Stored items:
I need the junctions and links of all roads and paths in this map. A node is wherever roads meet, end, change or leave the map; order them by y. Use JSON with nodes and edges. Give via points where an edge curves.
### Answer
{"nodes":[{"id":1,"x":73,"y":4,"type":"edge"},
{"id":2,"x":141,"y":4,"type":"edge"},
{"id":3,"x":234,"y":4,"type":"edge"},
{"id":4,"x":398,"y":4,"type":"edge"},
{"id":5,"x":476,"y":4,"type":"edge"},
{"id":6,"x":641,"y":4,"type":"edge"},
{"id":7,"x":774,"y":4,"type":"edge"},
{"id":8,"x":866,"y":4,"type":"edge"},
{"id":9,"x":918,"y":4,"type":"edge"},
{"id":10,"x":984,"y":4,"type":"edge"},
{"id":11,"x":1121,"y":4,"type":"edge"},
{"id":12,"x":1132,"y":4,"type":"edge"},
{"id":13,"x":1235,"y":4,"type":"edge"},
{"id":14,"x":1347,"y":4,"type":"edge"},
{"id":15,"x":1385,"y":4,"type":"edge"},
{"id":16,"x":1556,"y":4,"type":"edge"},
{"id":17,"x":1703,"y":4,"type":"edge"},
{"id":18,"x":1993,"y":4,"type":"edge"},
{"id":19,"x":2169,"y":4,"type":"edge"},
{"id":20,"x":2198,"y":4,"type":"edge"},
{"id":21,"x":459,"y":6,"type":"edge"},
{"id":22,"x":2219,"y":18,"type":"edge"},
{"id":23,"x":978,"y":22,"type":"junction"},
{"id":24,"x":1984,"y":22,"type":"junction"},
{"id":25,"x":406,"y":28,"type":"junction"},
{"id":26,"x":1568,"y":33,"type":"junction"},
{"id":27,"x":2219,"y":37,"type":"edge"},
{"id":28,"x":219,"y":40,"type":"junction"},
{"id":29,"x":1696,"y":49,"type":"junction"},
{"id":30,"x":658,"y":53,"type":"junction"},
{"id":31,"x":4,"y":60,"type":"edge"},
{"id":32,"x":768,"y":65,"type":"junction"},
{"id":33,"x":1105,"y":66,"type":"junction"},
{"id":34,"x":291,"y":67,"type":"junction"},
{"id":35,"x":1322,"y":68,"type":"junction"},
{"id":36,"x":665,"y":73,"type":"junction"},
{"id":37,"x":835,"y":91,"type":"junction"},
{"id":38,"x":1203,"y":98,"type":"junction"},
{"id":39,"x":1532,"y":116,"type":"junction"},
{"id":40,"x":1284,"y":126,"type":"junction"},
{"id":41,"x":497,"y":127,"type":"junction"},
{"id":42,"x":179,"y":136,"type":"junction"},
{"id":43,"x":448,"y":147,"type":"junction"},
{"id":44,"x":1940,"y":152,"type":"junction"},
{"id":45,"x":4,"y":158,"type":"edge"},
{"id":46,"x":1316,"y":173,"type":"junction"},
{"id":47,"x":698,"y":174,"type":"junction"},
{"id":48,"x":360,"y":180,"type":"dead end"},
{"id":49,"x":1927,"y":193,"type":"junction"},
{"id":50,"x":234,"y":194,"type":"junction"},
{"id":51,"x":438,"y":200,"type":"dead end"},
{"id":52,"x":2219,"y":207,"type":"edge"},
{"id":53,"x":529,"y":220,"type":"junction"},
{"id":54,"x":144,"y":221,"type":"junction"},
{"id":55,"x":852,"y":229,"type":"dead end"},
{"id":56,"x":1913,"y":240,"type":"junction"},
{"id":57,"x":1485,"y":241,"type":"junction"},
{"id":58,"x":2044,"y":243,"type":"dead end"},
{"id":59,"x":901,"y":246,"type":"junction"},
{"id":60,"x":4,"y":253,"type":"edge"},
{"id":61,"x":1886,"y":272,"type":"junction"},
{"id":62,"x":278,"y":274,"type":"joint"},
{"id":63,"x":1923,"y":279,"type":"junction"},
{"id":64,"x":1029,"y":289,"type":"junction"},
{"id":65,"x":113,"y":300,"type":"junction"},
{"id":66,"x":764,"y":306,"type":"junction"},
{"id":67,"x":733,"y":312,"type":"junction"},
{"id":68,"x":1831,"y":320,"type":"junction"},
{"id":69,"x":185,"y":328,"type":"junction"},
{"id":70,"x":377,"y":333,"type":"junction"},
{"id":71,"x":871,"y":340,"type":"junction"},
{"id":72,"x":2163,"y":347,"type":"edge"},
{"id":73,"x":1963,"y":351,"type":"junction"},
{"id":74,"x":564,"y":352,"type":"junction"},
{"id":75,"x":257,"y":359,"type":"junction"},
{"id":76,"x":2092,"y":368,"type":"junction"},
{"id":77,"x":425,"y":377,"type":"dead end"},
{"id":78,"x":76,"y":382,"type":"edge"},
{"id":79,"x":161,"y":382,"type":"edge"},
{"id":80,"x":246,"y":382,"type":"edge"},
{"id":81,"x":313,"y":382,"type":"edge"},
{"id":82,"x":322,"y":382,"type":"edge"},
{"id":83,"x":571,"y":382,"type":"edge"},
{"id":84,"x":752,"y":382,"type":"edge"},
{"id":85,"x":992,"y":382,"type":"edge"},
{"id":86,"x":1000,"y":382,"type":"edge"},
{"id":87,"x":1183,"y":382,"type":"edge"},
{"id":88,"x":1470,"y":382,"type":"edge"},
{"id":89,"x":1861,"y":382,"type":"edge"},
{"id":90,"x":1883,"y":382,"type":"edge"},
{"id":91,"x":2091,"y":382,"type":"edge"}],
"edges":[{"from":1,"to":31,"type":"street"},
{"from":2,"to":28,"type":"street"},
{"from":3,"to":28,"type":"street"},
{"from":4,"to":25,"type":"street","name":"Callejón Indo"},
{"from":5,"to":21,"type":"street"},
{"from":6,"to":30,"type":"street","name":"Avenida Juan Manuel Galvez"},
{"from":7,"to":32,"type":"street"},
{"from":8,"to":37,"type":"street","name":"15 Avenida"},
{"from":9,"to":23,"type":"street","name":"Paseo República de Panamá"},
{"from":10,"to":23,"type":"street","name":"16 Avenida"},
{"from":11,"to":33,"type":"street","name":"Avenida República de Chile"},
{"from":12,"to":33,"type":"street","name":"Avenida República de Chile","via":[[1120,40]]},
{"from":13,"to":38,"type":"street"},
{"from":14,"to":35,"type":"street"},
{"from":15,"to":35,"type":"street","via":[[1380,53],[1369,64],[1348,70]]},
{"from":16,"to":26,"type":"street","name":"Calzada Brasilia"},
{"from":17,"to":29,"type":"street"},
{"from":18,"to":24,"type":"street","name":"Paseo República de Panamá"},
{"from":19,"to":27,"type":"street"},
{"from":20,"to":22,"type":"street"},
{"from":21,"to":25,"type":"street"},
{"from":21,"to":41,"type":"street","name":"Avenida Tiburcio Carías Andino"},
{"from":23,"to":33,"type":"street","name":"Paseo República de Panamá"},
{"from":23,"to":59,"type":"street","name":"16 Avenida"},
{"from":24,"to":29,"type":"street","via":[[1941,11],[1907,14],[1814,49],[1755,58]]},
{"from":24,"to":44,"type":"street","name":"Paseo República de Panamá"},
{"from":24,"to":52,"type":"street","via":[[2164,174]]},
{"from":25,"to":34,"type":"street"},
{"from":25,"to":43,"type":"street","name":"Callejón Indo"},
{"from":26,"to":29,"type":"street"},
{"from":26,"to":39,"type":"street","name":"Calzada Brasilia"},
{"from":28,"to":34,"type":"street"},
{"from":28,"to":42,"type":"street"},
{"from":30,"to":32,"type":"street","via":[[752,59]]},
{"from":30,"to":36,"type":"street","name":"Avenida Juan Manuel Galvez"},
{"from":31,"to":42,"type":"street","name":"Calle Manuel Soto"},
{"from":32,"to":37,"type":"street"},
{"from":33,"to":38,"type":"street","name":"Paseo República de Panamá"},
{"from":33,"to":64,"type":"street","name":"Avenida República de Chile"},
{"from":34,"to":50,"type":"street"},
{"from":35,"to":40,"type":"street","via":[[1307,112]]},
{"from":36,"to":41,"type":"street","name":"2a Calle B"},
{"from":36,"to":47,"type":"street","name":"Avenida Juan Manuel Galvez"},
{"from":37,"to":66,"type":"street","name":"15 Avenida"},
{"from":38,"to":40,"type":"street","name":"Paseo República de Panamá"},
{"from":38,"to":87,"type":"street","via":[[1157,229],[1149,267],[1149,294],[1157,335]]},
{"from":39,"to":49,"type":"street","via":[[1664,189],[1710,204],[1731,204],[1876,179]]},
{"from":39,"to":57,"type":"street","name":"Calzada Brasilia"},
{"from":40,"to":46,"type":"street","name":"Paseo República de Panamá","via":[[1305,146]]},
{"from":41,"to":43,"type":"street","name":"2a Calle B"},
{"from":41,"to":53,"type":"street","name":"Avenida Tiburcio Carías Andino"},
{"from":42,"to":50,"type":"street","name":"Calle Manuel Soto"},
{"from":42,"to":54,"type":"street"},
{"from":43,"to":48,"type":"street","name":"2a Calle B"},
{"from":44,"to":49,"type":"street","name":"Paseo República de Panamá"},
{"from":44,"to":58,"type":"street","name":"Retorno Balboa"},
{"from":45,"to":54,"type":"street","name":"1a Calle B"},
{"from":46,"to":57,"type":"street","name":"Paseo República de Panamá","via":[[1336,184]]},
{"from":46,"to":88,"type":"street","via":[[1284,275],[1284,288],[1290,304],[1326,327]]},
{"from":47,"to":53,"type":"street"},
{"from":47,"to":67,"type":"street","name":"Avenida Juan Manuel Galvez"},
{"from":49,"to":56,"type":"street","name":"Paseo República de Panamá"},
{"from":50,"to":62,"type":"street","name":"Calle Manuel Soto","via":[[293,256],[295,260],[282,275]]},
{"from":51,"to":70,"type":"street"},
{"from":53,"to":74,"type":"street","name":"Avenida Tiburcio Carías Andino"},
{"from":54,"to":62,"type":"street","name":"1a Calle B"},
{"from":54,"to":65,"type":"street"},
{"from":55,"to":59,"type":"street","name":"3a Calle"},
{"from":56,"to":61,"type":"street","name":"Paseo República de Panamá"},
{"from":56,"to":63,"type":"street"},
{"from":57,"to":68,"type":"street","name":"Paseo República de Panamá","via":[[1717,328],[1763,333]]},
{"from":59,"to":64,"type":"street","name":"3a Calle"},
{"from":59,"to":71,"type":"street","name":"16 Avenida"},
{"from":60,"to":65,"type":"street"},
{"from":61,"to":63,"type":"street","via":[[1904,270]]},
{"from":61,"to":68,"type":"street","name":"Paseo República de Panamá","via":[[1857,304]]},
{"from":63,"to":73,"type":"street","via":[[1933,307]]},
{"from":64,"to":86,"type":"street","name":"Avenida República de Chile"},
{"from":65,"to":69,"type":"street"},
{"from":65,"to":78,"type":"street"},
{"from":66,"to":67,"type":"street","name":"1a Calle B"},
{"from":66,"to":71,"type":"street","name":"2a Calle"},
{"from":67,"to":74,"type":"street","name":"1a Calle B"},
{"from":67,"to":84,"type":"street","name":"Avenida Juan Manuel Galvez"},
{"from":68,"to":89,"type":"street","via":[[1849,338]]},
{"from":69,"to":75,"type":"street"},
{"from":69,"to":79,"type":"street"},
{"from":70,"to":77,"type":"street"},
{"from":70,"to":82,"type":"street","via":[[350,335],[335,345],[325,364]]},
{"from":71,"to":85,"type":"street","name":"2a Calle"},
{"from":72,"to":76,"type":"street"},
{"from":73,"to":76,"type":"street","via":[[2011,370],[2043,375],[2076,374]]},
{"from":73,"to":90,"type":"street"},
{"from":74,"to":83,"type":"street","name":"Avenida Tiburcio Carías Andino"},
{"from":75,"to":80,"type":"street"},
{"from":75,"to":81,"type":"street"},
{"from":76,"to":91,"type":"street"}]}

**Task brief**
Lines containing the word "Chile": how many are there in the data above? Reply with only that number.

**Task output**
4